Mise à jour le 2 octobre:
J’ai bien aimé:
la réalité sur les abus de pesticides dans les cultures
la réalité des analyses indépendantes sur les résidus de pesticides dans les verres
l’œnologue de la cave de Saumur qui fabrique du vin levuré suivant le cahier des charges imposé par la GD (en disant “on tient un grand millésime 2008!”)
le fabricant beaujolais de levures, célèbre inventeur du goût de banane du Beaujolais Nouveau (levure 71B), un goût gravé à tout jamais dans ma mémoire !
l’Alsacien Jean-Pierre Frick qui fait un vrai vin de terroir et dit “le levurage devrait être interdit dans les AOC”, bravo !
la dégustation comparative d’un vin avec/sans soufre et sa cliente d’ajouter: “j’ai pas mal au crâne quand je bois bio… et pourtant je picole !!!”, trop simpliste quand même…
l’analyse des biologistes Claude et Lydia Bourguignon: creuser le sol pour comprendre que tout est mort
Raymond Manchon (dont on a déjà parlé) et sa peur des produits chimiques, mais je retiendrais surtout son envie profonde de réussir un jour à passer en bio et à vinifier naturellement (à Latour-de-France y’a pas mal de monde qui peuvent l’aider je pense)
J’ai moins aimé:
les sulfites très mal expliqués (utilisation, doses autorisées, comment en mettre moins….absent du reportage) et diabolisés jusqu’à zoomer sur le logo “tête de mort” de la bonbonne verte, ridicule
la magouille de la sur-chaptalisation jusqu’au procès (le Beaujolais n’a pas besoin de ça, on ferait mieux de parler des vrais vignerons qui font des vins magiques dans cette région, bu hier Morgon sans soufre de Lapierre c’est quand même énorme…)
après le procès, on boit du Beaujolais à 2 balles dans des gobelets plastiques, sur ce coup l’avocat ne vend pas bien le produit !!
faut oser: Ghislain de Mongolfier avec le rapport de présence de pesticides dans ses vins: “il faudrait boire 1000 bouteilles par jour pour sentir la toxicité” alors que les doses sont 500 fois plus élevées que dans l’eau potable !
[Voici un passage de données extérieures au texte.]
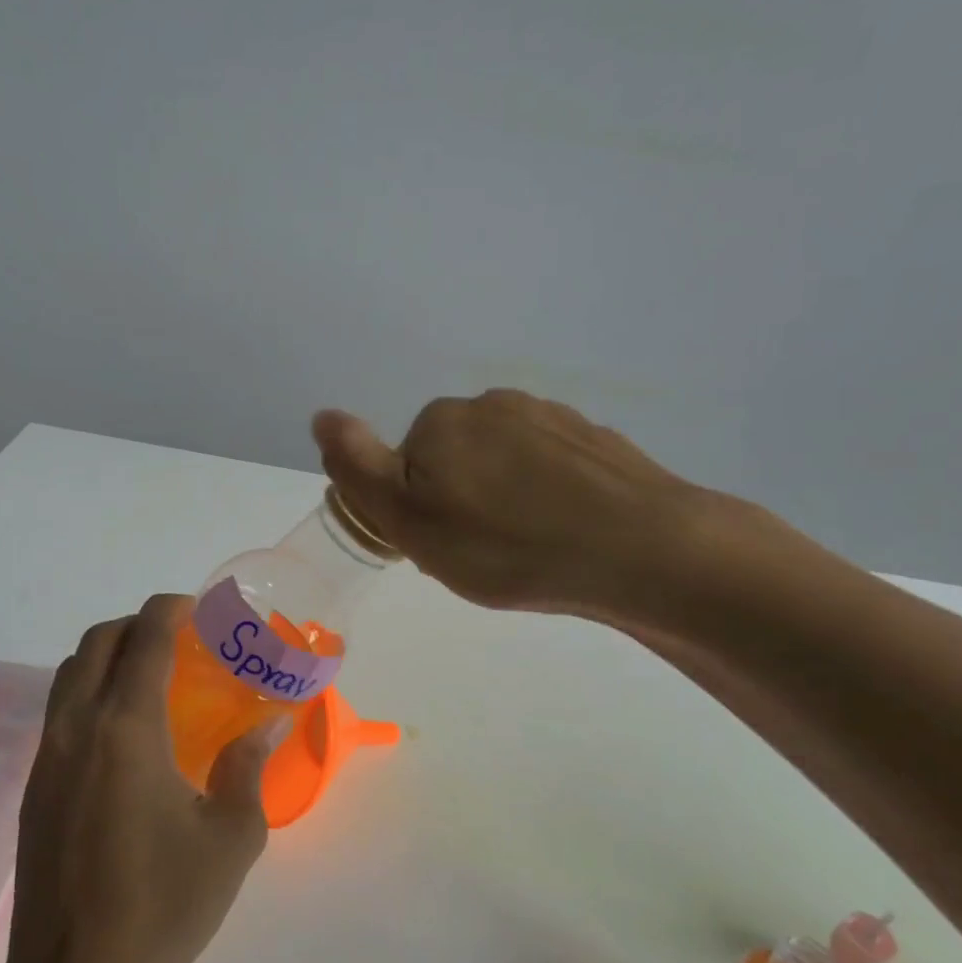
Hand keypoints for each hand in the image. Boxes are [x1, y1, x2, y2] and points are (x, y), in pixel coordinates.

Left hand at [1, 594, 286, 962]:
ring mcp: (47, 759)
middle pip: (96, 644)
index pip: (143, 640)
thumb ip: (249, 767)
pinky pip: (59, 711)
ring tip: (151, 675)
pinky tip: (123, 730)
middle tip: (178, 637)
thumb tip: (271, 722)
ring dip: (108, 656)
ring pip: (70, 675)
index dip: (168, 610)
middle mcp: (78, 730)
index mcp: (126, 729)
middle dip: (136, 624)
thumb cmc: (165, 905)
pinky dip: (89, 692)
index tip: (196, 607)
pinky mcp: (34, 790)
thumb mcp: (231, 836)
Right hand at [314, 389, 721, 632]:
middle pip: (454, 462)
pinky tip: (567, 535)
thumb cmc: (508, 546)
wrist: (638, 549)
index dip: (416, 513)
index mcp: (442, 421)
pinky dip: (548, 499)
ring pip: (503, 466)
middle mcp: (492, 405)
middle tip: (485, 557)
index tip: (443, 550)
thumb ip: (359, 468)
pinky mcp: (594, 441)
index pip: (405, 467)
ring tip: (531, 551)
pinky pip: (550, 471)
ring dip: (504, 502)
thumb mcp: (411, 521)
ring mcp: (550, 417)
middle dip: (459, 504)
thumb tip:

UIPP: le Lobby des pesticides, qui fait sentir aux visiteurs du vinaigre comme étant un vin sans pesticides (Monsanto je te vois !!!), les journalistes auraient vraiment dû pousser plus profond l’enquête, y’avait pourtant matière.
Le côté très “à charge” du monde du vin, on diabolise toute une filière qui n’a en ce moment pas besoin de ça (hygiéniste je te vois !!!)
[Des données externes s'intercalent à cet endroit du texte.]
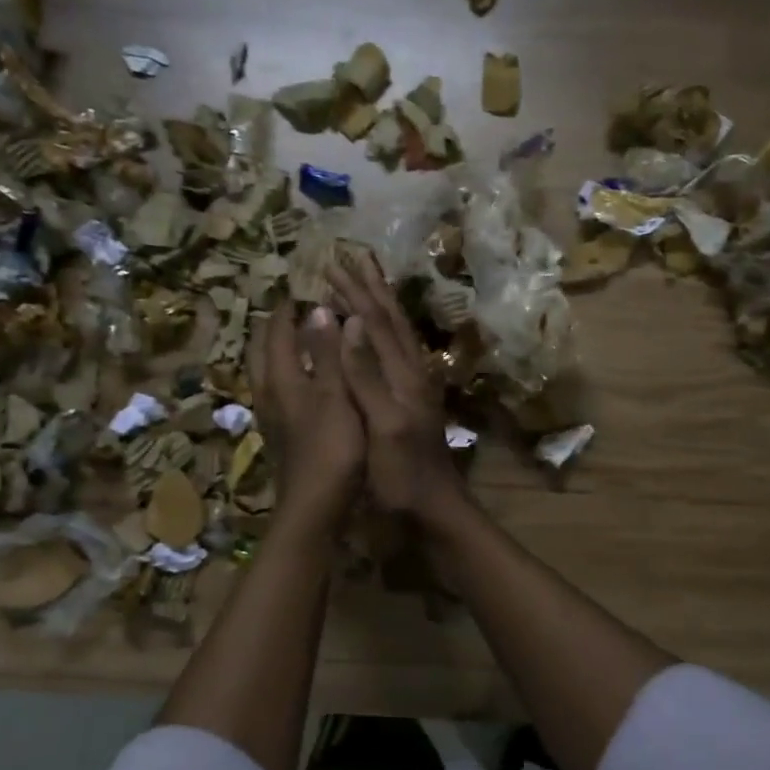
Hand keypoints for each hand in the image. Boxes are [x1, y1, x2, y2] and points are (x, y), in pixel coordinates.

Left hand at [246, 304, 363, 538]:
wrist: (314, 507)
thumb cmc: (332, 450)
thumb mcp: (336, 396)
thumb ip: (327, 354)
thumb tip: (318, 310)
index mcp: (282, 379)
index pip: (278, 333)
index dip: (288, 310)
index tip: (299, 290)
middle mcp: (269, 394)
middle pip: (261, 352)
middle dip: (273, 328)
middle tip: (290, 311)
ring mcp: (272, 417)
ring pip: (265, 374)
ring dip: (275, 352)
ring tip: (294, 340)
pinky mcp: (280, 436)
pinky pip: (275, 393)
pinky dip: (284, 376)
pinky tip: (300, 383)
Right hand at [327, 249, 469, 529]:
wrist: (437, 511)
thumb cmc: (403, 476)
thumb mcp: (382, 426)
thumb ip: (365, 376)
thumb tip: (348, 322)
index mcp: (403, 375)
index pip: (375, 323)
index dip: (354, 293)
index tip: (331, 264)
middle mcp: (413, 373)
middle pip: (390, 320)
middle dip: (369, 288)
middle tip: (349, 258)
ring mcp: (416, 388)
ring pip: (398, 334)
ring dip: (380, 304)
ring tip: (365, 282)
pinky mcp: (414, 403)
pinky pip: (398, 353)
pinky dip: (384, 333)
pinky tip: (379, 334)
Pour ceux qui auraient manqué ce reportage vous pouvez visionner les 2 parties ci-dessous:
Tout d’abord, voici un article paru dans le supplément Foire aux Vins de Paris Match (non, je ne suis pas abonné…) du 10 septembre 2009. Cet article de Michel Smith explique correctement les vins issus de culture biologique et bio-dynamique en s’attardant sur le côté réglementaire du cahier des charges culture bio, mais en survolant le monde des vins vinifiés naturellement sans intrants.
A lire également, l’article “Le Vin se dévergonde” de Léon Mazzella paru dans VSD le 9 septembre 2009. Cet article, entièrement tourné vers les vins naturels, nous plonge plus spécifiquement dans l’univers des cuvées de vins natures joliment habillées d’étiquettes originales, farfelues ou loufoques. Bravo pour cet article (au ton aussi décalé que son thème) qui met en valeur ces vignerons engagés qui passent la journée dans les vignes et la nuit dans les créa graphiques sous photoshop !
Un petit topo des nouveaux articles sur nous et notre site verra le jour prochainement. En attendant, bonne lecture !
Un pétillant naturel est un vin effervescent qui n’a subit qu’une seule fermentation issue des seules levures naturelles du raisin (au début en cuve puis fin de fermentation en bouteille). On boit la bulle originelle issue de la fermentation. C’est ainsi qu’étaient produits les premiers vins avec des bulles, avant la technique de fabrication des levures industrielles.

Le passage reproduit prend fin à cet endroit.